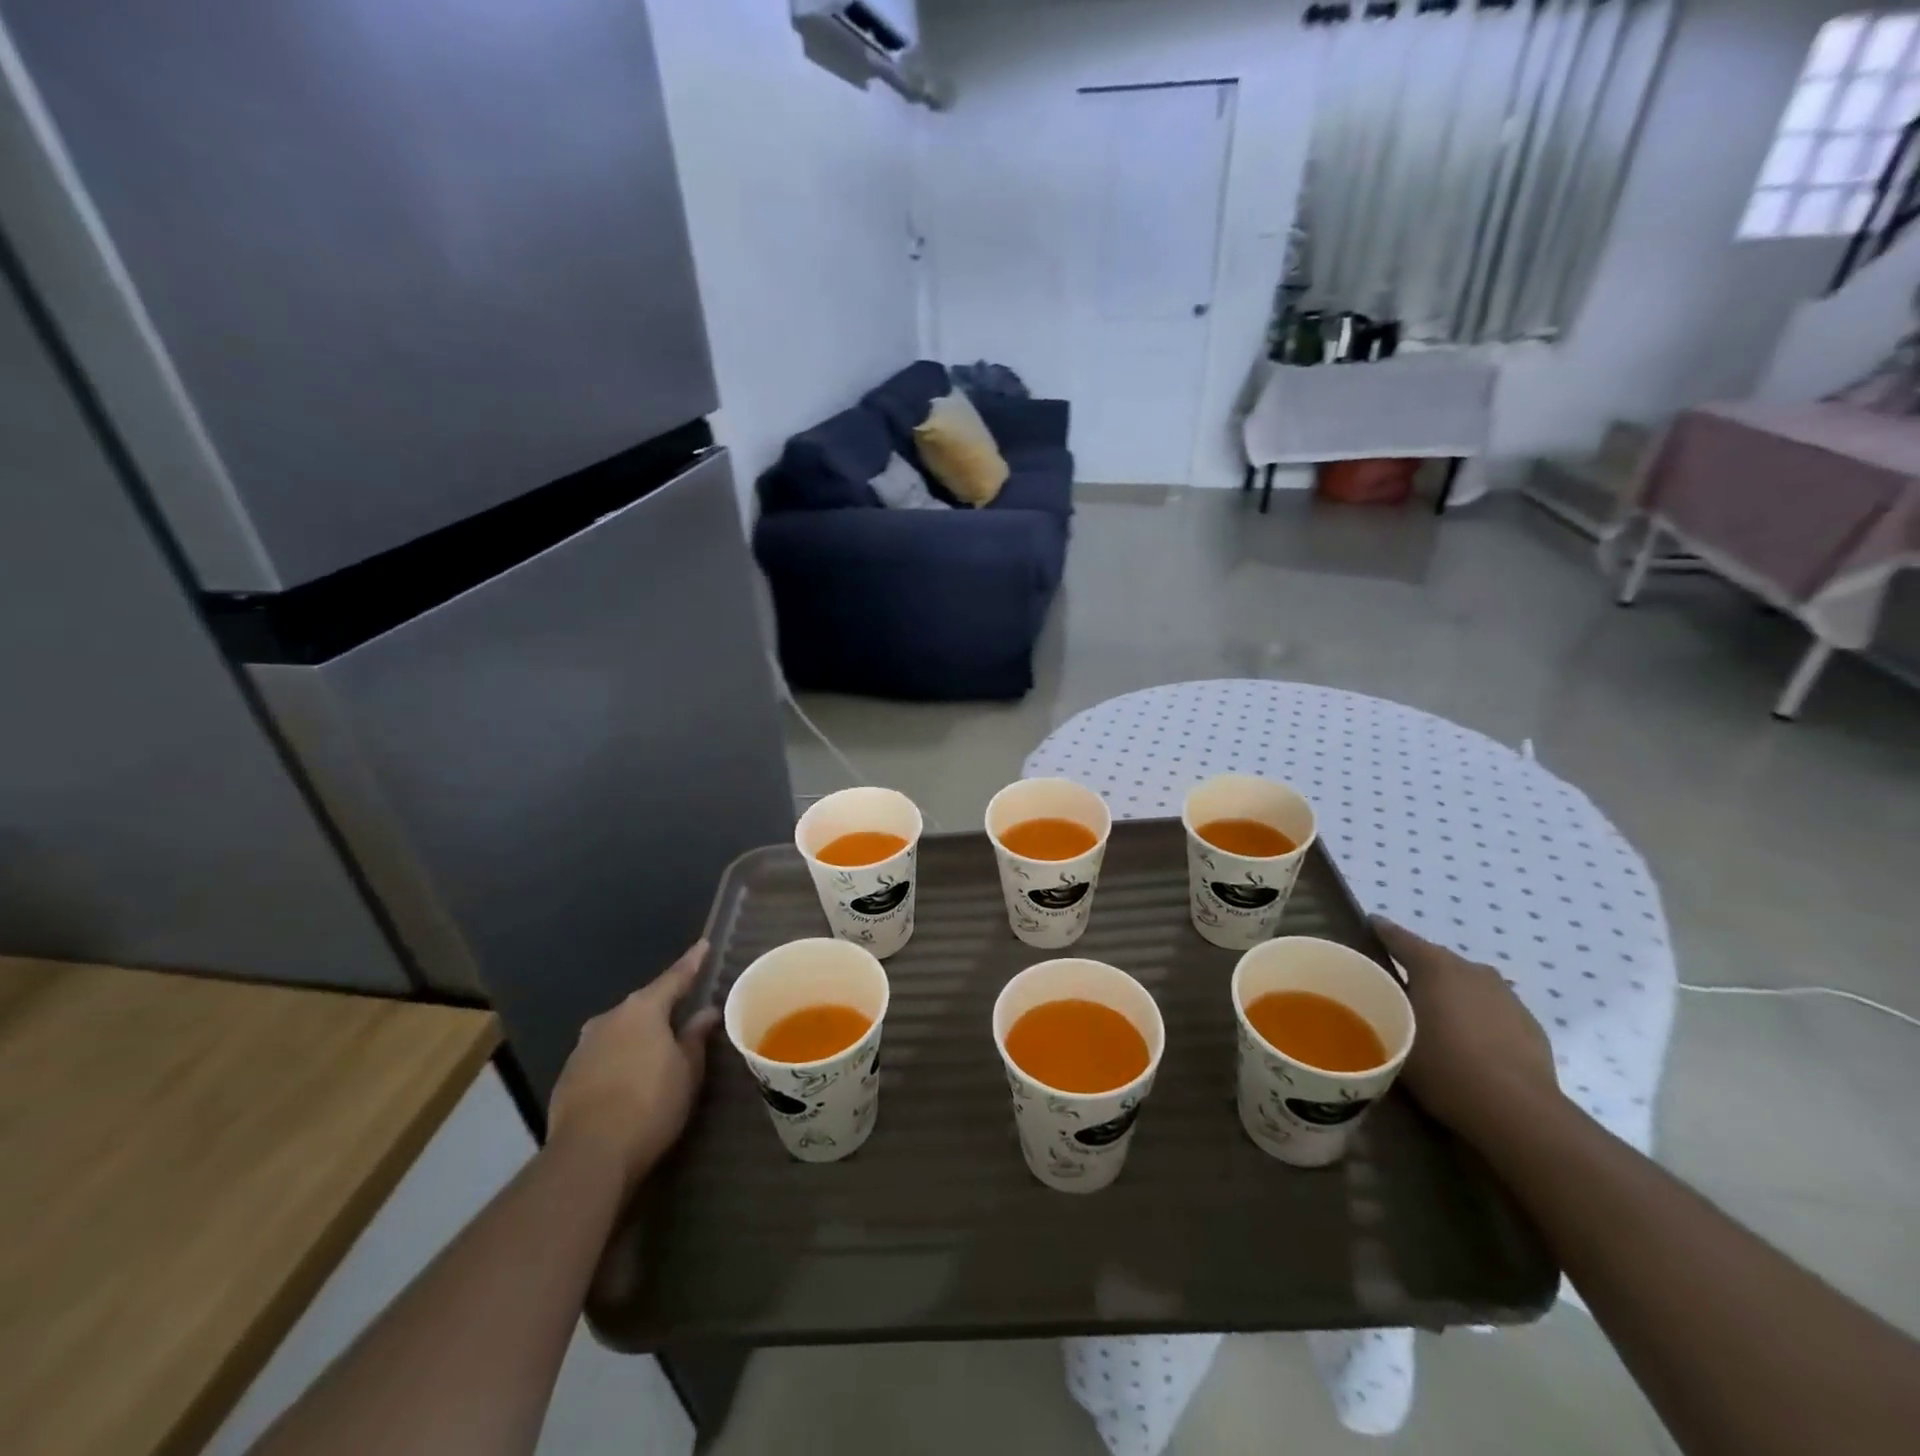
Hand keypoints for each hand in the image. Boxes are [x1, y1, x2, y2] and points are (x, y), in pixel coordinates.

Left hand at [548, 941, 719, 1192]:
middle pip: (643, 1005)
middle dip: (663, 1007)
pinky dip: (619, 1059)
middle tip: (684, 1010)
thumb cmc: (651, 1103)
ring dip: (639, 1036)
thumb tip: (707, 1012)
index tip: (703, 945)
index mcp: (643, 1009)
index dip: (692, 963)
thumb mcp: (687, 1070)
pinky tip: (629, 1078)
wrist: (589, 1154)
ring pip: (620, 1031)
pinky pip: (603, 1056)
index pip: (674, 978)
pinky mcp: (568, 1076)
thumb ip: (696, 1036)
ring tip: (657, 1048)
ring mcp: (584, 1047)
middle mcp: (610, 1018)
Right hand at [1370, 916, 1560, 1148]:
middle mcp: (1472, 970)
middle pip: (1436, 961)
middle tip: (1397, 991)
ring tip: (1435, 1021)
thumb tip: (1381, 994)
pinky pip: (1491, 1010)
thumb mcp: (1396, 1035)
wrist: (1517, 1111)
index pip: (1399, 937)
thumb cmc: (1443, 1066)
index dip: (1380, 930)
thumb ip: (1387, 1007)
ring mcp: (1506, 996)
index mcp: (1435, 965)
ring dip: (1450, 995)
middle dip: (1417, 971)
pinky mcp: (1529, 1023)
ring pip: (1467, 986)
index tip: (1368, 925)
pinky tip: (1469, 1045)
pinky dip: (1476, 1018)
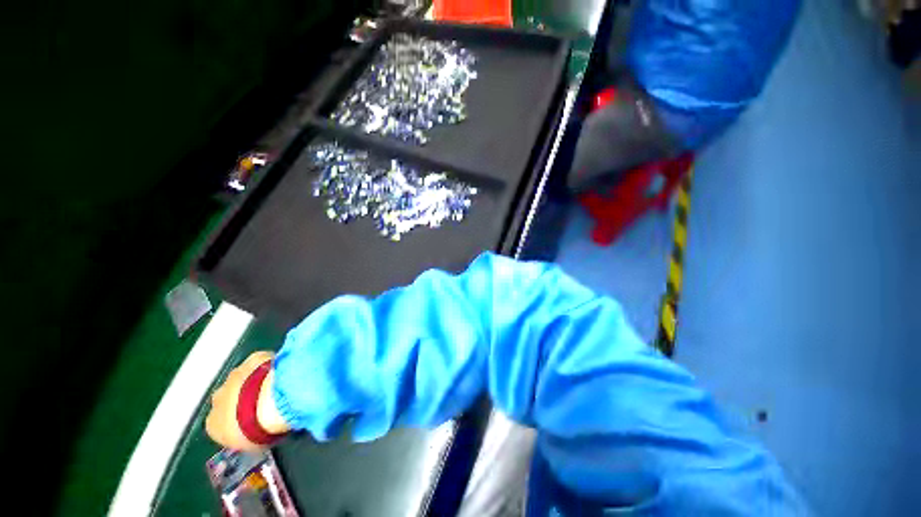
______________________________
=== YOUR OBJECTIVE ===
In the records, find every line that has the string "thumb" and copy it.

=== REPLY ===
thumb cmc: (651, 1103)
thumb tip: (707, 1012)
thumb mcp: (687, 1070)
thumb ip: (696, 1036)
thumb tip: (1381, 994)
thumb mcp: (1396, 1035)
thumb cmc: (1443, 1066)
thumb ip: (1387, 1007)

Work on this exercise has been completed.